Tonight Baltimoreans can pause for an hour to puff out their chests. Maryland Public Television will air “Global Harbors: A Waterfront Renaissance,” the story of a defeated city of Baltimore transforming rotting warehouses and piers empty of all signs of life to an Inner Harbor attracting 13 million visitors a year from every corner of the planet.We already know how Harborplace helped bring the city back to life — and, not to be minimized, now generates an estimated $60 million a year in tax revenues. But the documentary reminds us of lost details, including the sheer idealism and courage and foresight of those who championed its development, and those who fought it, mostly out of fear of the sheer unknown.
What most of us didn’t know — but learn from the documentary — is the profound effect Harborplace has had on urban harbors around the world, with municipal leaders having taken their cues from the Baltimore model.
The details are all there, right down to William Donald Schaefer’s famous dip in the seal pool in a full-body bathing suit and a straw hat to inaugurate the National Aquarium. Schaefer’s dip was the good-natured iconic image for a town learning to cast off its famously long-held inferiority complex.
The documentary’s also a chance to ponder all those things that drew strength from that initial boldness. Without Harborplace, and the near-simultaneous fights for the hugely successful aquarium and the Maryland Science Center, you probably don’t have most of what followed.
You don’t have the nearby baseball and football parks, and the Sports Legends Museum and surrounding hotels. You don’t have the high-end new housing along the harbor’s south and west sides. You don’t have Inner Harbor East, with the mix of commercial and home development. You don’t have the marvelous African-American Museum. You don’t have the rebirth of the west side of downtown and the Hippodrome Theater. You don’t have the blossoming of all those waterfront neighborhoods that drew their energy from the success, and the fanfare, and the ever-constant crowds around the Inner Harbor.
And you don’t have a generation of Baltimoreans, who had grown frightened of those areas after dark, slowly making their way back downtown, and seeing the changes, and seeing all those new faces, who couldn’t believe the new life and energy right before their eyes.
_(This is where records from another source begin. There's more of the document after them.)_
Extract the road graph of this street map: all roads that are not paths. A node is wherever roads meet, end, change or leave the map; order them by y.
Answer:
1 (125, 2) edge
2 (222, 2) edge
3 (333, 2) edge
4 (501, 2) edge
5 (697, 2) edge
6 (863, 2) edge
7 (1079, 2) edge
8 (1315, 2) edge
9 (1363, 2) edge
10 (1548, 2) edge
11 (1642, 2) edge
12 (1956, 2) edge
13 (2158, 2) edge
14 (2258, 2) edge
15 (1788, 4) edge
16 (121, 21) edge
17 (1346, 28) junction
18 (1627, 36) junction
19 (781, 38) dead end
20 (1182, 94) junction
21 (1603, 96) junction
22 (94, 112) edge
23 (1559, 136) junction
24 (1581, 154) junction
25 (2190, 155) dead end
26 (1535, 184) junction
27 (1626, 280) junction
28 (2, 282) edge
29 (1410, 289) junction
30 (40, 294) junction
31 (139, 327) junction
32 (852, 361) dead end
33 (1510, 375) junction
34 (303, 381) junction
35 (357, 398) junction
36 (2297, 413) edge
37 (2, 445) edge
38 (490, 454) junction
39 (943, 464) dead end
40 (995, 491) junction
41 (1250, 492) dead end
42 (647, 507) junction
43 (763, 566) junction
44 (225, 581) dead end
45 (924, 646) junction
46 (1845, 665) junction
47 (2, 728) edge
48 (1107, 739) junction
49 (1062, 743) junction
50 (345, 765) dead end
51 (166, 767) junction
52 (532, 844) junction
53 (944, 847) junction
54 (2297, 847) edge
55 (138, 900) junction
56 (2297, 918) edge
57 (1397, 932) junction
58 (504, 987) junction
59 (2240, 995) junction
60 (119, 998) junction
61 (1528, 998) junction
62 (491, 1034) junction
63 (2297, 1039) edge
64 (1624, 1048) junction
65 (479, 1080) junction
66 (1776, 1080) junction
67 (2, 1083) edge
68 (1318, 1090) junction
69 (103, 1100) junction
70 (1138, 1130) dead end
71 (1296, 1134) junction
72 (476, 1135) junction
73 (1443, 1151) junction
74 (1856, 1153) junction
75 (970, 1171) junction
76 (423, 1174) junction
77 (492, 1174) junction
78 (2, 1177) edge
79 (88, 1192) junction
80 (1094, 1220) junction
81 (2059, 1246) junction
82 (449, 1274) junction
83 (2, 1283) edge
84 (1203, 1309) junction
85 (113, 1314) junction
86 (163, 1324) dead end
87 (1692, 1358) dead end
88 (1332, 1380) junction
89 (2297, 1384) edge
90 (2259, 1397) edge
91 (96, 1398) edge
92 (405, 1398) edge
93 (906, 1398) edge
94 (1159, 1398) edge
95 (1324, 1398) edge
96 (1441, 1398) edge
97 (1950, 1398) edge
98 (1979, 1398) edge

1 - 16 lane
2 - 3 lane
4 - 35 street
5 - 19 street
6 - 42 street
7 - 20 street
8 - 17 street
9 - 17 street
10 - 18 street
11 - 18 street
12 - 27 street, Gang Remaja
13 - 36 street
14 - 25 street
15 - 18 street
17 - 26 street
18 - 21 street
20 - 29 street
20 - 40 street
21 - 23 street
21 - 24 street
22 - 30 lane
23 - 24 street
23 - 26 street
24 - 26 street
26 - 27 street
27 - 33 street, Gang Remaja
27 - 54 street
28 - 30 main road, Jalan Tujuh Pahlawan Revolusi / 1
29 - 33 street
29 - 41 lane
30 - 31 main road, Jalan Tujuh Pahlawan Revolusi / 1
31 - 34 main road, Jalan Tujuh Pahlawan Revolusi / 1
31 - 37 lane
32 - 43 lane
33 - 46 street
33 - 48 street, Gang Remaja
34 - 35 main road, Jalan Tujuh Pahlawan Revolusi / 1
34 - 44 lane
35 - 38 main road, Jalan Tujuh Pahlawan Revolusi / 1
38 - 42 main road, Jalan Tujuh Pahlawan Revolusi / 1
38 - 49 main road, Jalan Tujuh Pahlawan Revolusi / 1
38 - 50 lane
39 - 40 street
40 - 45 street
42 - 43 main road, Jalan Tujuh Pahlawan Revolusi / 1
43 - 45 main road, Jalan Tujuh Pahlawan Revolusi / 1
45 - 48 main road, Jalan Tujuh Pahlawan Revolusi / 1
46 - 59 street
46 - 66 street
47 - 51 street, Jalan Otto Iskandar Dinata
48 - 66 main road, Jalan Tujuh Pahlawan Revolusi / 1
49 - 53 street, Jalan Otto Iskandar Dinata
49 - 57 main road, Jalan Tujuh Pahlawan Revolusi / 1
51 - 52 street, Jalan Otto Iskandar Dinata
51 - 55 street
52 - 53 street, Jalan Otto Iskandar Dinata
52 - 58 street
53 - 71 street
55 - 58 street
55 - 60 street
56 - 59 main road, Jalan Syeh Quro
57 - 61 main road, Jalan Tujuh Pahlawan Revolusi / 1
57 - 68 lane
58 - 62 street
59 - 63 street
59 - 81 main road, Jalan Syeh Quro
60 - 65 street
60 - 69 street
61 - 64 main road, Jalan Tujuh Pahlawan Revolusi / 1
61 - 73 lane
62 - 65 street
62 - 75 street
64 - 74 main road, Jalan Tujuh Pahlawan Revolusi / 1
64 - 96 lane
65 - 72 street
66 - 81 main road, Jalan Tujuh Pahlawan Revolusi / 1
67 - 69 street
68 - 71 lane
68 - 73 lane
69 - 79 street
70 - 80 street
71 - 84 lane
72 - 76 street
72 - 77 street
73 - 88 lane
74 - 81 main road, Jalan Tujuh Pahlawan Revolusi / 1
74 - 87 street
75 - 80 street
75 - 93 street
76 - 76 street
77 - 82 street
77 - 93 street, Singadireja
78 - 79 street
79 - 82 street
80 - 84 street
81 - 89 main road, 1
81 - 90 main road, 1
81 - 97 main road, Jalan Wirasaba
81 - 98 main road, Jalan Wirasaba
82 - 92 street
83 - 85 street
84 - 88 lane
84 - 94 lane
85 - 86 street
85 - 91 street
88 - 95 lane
“Global Harbors,” four years in the making, got its start with a phone call from Priscilla Carroll to Cari Stein. Carroll is general counsel for the developer Struever Bros. Eccles & Rouse and a member of the Urban Land Institute. Stein, creator of a company called Ivy Media, is a freelance producer formerly with a few local TV stations. Ivy Media produced the documentary.
“Priscilla told me, ‘We need to take this story and do something with it,’ ” Stein recalls. “Then she mentioned Martin Millspaugh.”
Millspaugh was there at the beginning of everything. As president and chief executive of Charles Center Inner Harbor Management, he oversaw the rebuilding of Charles Center and the Inner Harbor. He’s still selling the Inner Harbor idea to out-of-towners, and he’s in the documentary, offering a then-and-now perspective to bring a twinkle to the eye.
As does attorney Susan Leviton, describing how she bought one of the dilapidated one-dollar Otterbein homes when rehabbing near the Inner Harbor was considered a roll of the dice.
“I told my mother I bought one of the dollar houses,” says Leviton. “She said, ‘You paid 50 cents too much.’ ”
It was a time, she notes, when people “bragged” that they hadn’t been downtown in 10 years.
Jay Brodie, who became housing commissioner after Robert Embry, appears, too. It was Embry who was the driving force for so much of that era’s rebirth, and Brodie who helped keep it going.
Before the transformation, Brodie says, what he remembers mainly of the Inner Harbor is “the stench of fish.”
And there’s Sandy Hillman, who worked out of Embry’s office and later became a kind of chief cheerleader for downtown, remembering Harborplace’s opening as if “somebody turned the lights on.”
Just as Baltimoreans of a certain generation took a “can’t do” attitude toward city projects, some of us have learned to take the Inner Harbor for granted. “Global Harbors” reminds us why we shouldn’t. It’s not only rejuvenated Baltimore, but served as a model for cities in Europe, Asia and Australia.
The documentary’s a delight. It doesn’t ignore the town’s ongoing troubles, but it’s a measure of how far Baltimore has come, and what a long shot it seemed not so long ago.